The International Bowl has folded, but there is no shortage of parties interested in entering the bowl business.
This month, the NCAA is expected to approve bowl games in New York and Dallas, bringing the number of postseason games to 35, an all-time high. Compare that to the 1996 postseason, when there were only 18.
Teams need a minimum record of 6-6 to be bowl eligible, and the NCAA will need 70 to fill the new postseason lineup. For the past three seasons, 71 teams have met that criteria. If the NCAA decides to add more bowl games, it will need to change the 6-6 rule to allow teams with losing records to compete.
Don't think it could happen? Nick Carparelli, chairman of the NCAA's bowl licensing committee, was asked how many bowl games there could be.
"As many games as the system can handle," he told Brent Schrotenboer of the San Diego Union-Tribune.
The NCAA is also expected to approve a modification to bowl eligibility rules. The proposal by Big 12 commissioner Dan Beebe will make teams with 6-6 records just as eligible to play in bowls as teams with winning records. Currently, teams with winning records are given priority.
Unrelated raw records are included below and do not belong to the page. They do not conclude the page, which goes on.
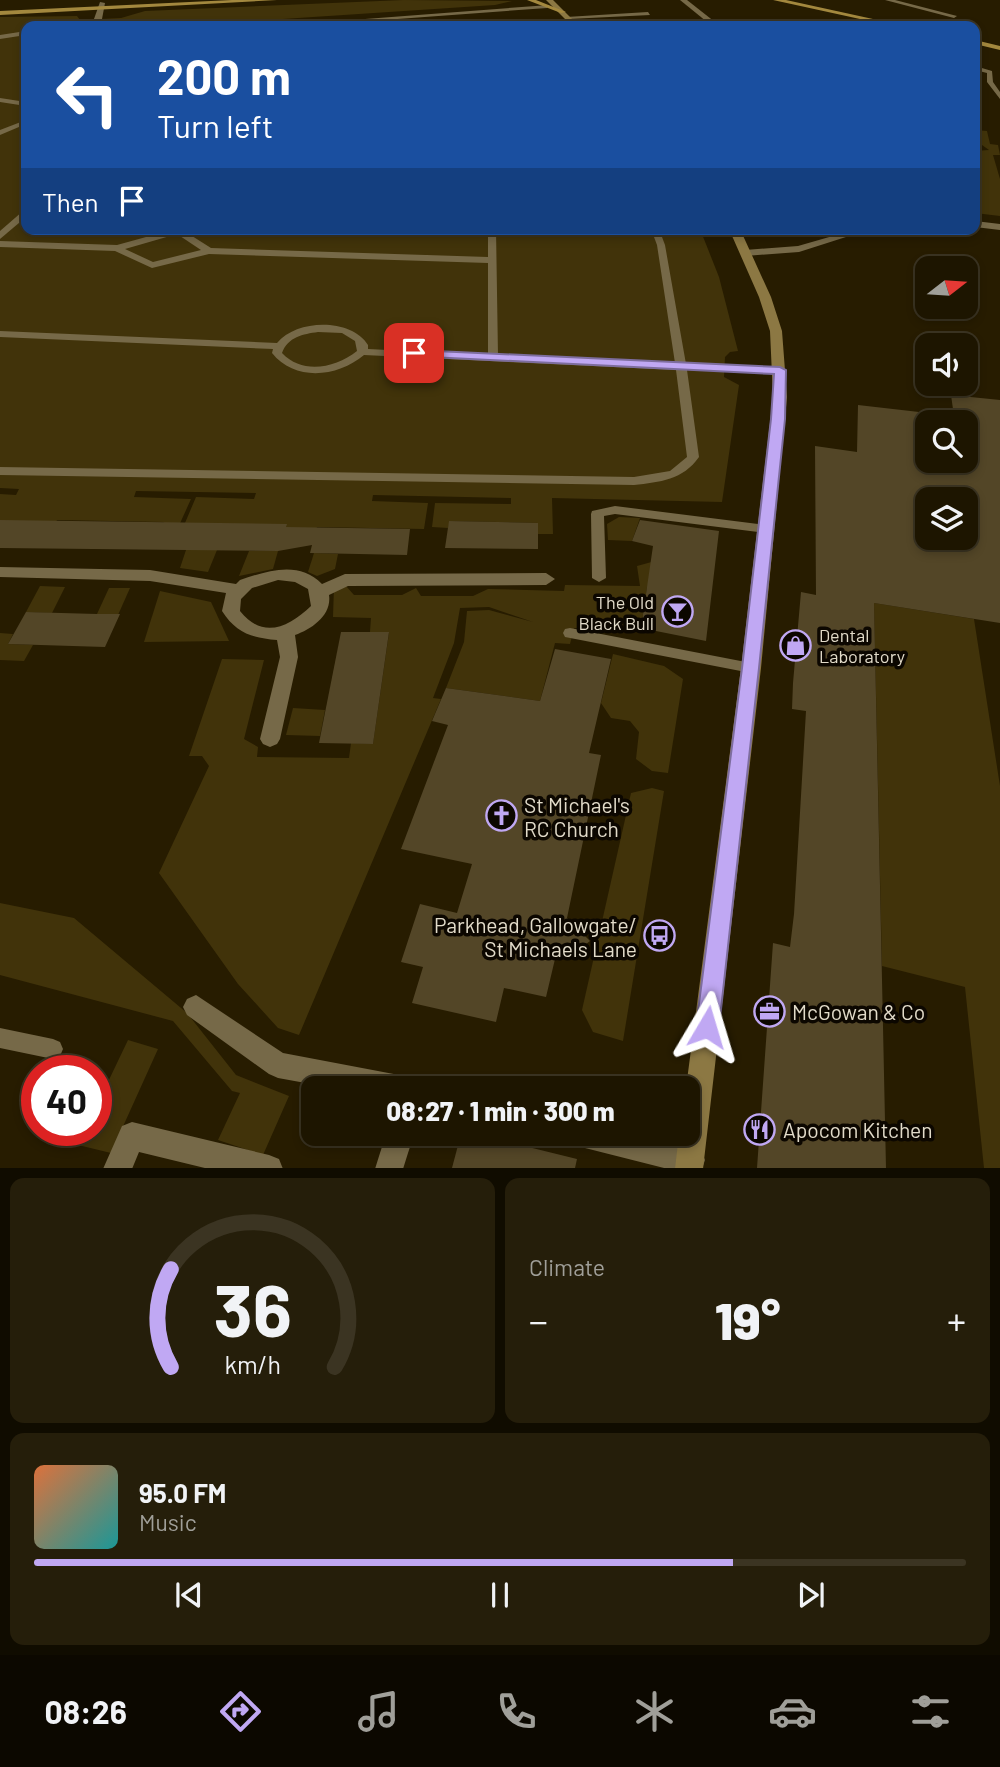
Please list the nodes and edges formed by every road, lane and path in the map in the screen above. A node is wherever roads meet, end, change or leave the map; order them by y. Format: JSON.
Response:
{"nodes":[{"id":1,"x":176,"y":0,"type":"edge"},
{"id":2,"x":274,"y":0,"type":"edge"},
{"id":3,"x":530,"y":0,"type":"edge"},
{"id":4,"x":566,"y":0,"type":"edge"},
{"id":5,"x":683,"y":0,"type":"edge"},
{"id":6,"x":776,"y":0,"type":"edge"},
{"id":7,"x":888,"y":0,"type":"edge"},
{"id":8,"x":548,"y":3,"type":"edge"},
{"id":9,"x":101,"y":6,"type":"junction"},
{"id":10,"x":0,"y":7,"type":"edge"},
{"id":11,"x":698,"y":11,"type":"junction"},
{"id":12,"x":685,"y":12,"type":"dead end"},
{"id":13,"x":0,"y":13,"type":"edge"},
{"id":14,"x":648,"y":13,"type":"dead end"},
{"id":15,"x":566,"y":14,"type":"junction"},
{"id":16,"x":954,"y":16,"type":"dead end"},
{"id":17,"x":98,"y":19,"type":"joint"},
{"id":18,"x":94,"y":21,"type":"edge"},
{"id":19,"x":336,"y":21,"type":"edge"},
{"id":20,"x":572,"y":21,"type":"edge"},
{"id":21,"x":710,"y":21,"type":"edge"},
{"id":22,"x":877,"y":21,"type":"edge"},
{"id":23,"x":21,"y":34,"type":"edge"},
{"id":24,"x":0,"y":37,"type":"edge"},
{"id":25,"x":980,"y":43,"type":"edge"},
{"id":26,"x":1000,"y":48,"type":"edge"},
{"id":27,"x":980,"y":69,"type":"edge"},
{"id":28,"x":990,"y":82,"type":"junction"},
{"id":29,"x":1000,"y":83,"type":"edge"},
{"id":30,"x":1000,"y":97,"type":"edge"},
{"id":31,"x":0,"y":100,"type":"edge"},
{"id":32,"x":21,"y":103,"type":"edge"},
{"id":33,"x":21,"y":124,"type":"edge"},
{"id":34,"x":0,"y":133,"type":"edge"},
{"id":35,"x":21,"y":217,"type":"edge"},
{"id":36,"x":980,"y":225,"type":"edge"},
{"id":37,"x":1000,"y":227,"type":"edge"},
{"id":38,"x":160,"y":235,"type":"edge"},
{"id":39,"x":185,"y":235,"type":"edge"},
{"id":40,"x":492,"y":235,"type":"edge"},
{"id":41,"x":657,"y":235,"type":"edge"},
{"id":42,"x":737,"y":235,"type":"edge"},
{"id":43,"x":847,"y":235,"type":"edge"},
{"id":44,"x":0,"y":236,"type":"edge"},
{"id":45,"x":0,"y":244,"type":"edge"},
{"id":46,"x":117,"y":247,"type":"junction"},
{"id":47,"x":209,"y":251,"type":"junction"},
{"id":48,"x":745,"y":253,"type":"junction"},
{"id":49,"x":491,"y":260,"type":"junction"},
{"id":50,"x":0,"y":334,"type":"edge"},
{"id":51,"x":279,"y":346,"type":"junction"},
{"id":52,"x":362,"y":352,"type":"junction"},
{"id":53,"x":493,"y":356,"type":"junction"},
{"id":54,"x":681,"y":364,"type":"junction"},
{"id":55,"x":780,"y":370,"type":"junction"},
{"id":56,"x":0,"y":471,"type":"edge"},
{"id":57,"x":766,"y":529,"type":"junction"},
{"id":58,"x":0,"y":572,"type":"edge"},
{"id":59,"x":599,"y":578,"type":"dead end"},
{"id":60,"x":546,"y":579,"type":"dead end"},
{"id":61,"x":238,"y":590,"type":"junction"},
{"id":62,"x":320,"y":592,"type":"junction"},
{"id":63,"x":285,"y":631,"type":"junction"},
{"id":64,"x":570,"y":633,"type":"dead end"},
{"id":65,"x":751,"y":668,"type":"junction"},
{"id":66,"x":270,"y":739,"type":"dead end"},
{"id":67,"x":196,"y":1007,"type":"dead end"},
{"id":68,"x":0,"y":1038,"type":"edge"},
{"id":69,"x":53,"y":1049,"type":"dead end"},
{"id":70,"x":336,"y":1076,"type":"edge"},
{"id":71,"x":396,"y":1146,"type":"edge"},
{"id":72,"x":627,"y":1146,"type":"edge"},
{"id":73,"x":690,"y":1164,"type":"edge"},
{"id":74,"x":117,"y":1168,"type":"edge"},
{"id":75,"x":269,"y":1168,"type":"edge"},
{"id":76,"x":388,"y":1168,"type":"edge"}],
"edges":[{"from":1,"to":9,"type":"main road"},
{"from":2,"to":9,"type":"main road"},
{"from":3,"to":8,"type":"main road"},
{"from":4,"to":15,"type":"street"},
{"from":5,"to":11,"type":"street"},
{"from":6,"to":22,"type":"main road"},
{"from":7,"to":16,"type":"lane"},
{"from":8,"to":15,"type":"main road"},
{"from":8,"to":19,"type":"street"},
{"from":9,"to":10,"type":"main road"},
{"from":9,"to":13,"type":"main road"},
{"from":9,"to":17,"type":"street"},
{"from":11,"to":12,"type":"street"},
{"from":11,"to":21,"type":"street"},
{"from":14,"to":15,"type":"street"},
{"from":15,"to":20,"type":"street"},
{"from":17,"to":18,"type":"lane"},
{"from":23,"to":24,"type":"lane"},
{"from":25,"to":26,"type":"main road"},
{"from":27,"to":28,"type":"lane"},
{"from":28,"to":29,"type":"lane"},
{"from":28,"to":30,"type":"lane"},
{"from":31,"to":32,"type":"lane"},
{"from":33,"to":34,"type":"lane"},
{"from":35,"to":44,"type":"lane"},
{"from":36,"to":37,"type":"lane"},
{"from":38,"to":46,"type":"lane"},
{"from":39,"to":47,"type":"lane"},
{"from":40,"to":49,"type":"lane"},
{"from":41,"to":54,"type":"lane"},
{"from":42,"to":48,"type":"street"},
{"from":43,"to":48,"type":"lane"},
{"from":45,"to":46,"type":"lane"},
{"from":46,"to":47,"type":"lane"},
{"from":47,"to":49,"type":"lane"},
{"from":48,"to":55,"type":"street"},
{"from":49,"to":53,"type":"lane"},
{"from":50,"to":51,"type":"lane"},
{"from":51,"to":52,"type":"lane"},
{"from":51,"to":52,"type":"lane"},
{"from":52,"to":53,"type":"lane"},
{"from":53,"to":54,"type":"lane"},
{"from":54,"to":55,"type":"lane"},
{"from":54,"to":56,"type":"lane"},
{"from":55,"to":57,"type":"street"},
{"from":57,"to":59,"type":"lane"},
{"from":57,"to":65,"type":"street"},
{"from":58,"to":61,"type":"street"},
{"from":60,"to":62,"type":"street"},
{"from":61,"to":62,"type":"street"},
{"from":61,"to":63,"type":"street"},
{"from":62,"to":63,"type":"street"},
{"from":63,"to":66,"type":"street"},
{"from":64,"to":65,"type":"lane"},
{"from":65,"to":73,"type":"street"},
{"from":67,"to":70,"type":"street"},
{"from":68,"to":69,"type":"lane"},
{"from":71,"to":76,"type":"street"},
{"from":72,"to":73,"type":"street"},
{"from":74,"to":75,"type":"street"}]}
Matt Sanderson, co-founder of Playoff PAC, a federal political committee pushing for a playoff system, called Beebe's proposal "a naked power grab."
Sanderson said the effect of the rule will result in teams from power conferences getting at-large slots over teams from smaller conferences.
Schrotenboer writes that "if the proposed rule had been in effect last year, the GMAC Bowl could have taken Notre Dame (6-6) over Troy (9-3) — if Notre Dame had wanted to play in it."
"The bowl system is already for the big schools and by the big schools," Sanderson said. "This is just another slap in the face."
Thanks to Mike.
Is it gonna happen? Yeah, probably - mainly because bowl games have more to do with money than they do winning records. If somebody can make a couple million dollars hosting a bowl game in North Dakota between two 4-8 teams, it's gonna happen. Right now there's no market for those games, but college football has exploded in popularity in the past decade. True, the bowl games have leveled out a bit, and a few of them don't make the money their backers thought they would, but that doesn't mean they won't ever work.
Posted by: Ed | April 13, 2010 at 08:34 AM
I'm gonna use a baseball term that really applies here...it's bush!
Talk about watering down the bowl games...Yep, it's all about $$$ for the NCAA...it would be an awful decision...almost as bad as the NCAA Division I basketball tournament expanding to 96 teams...terrible.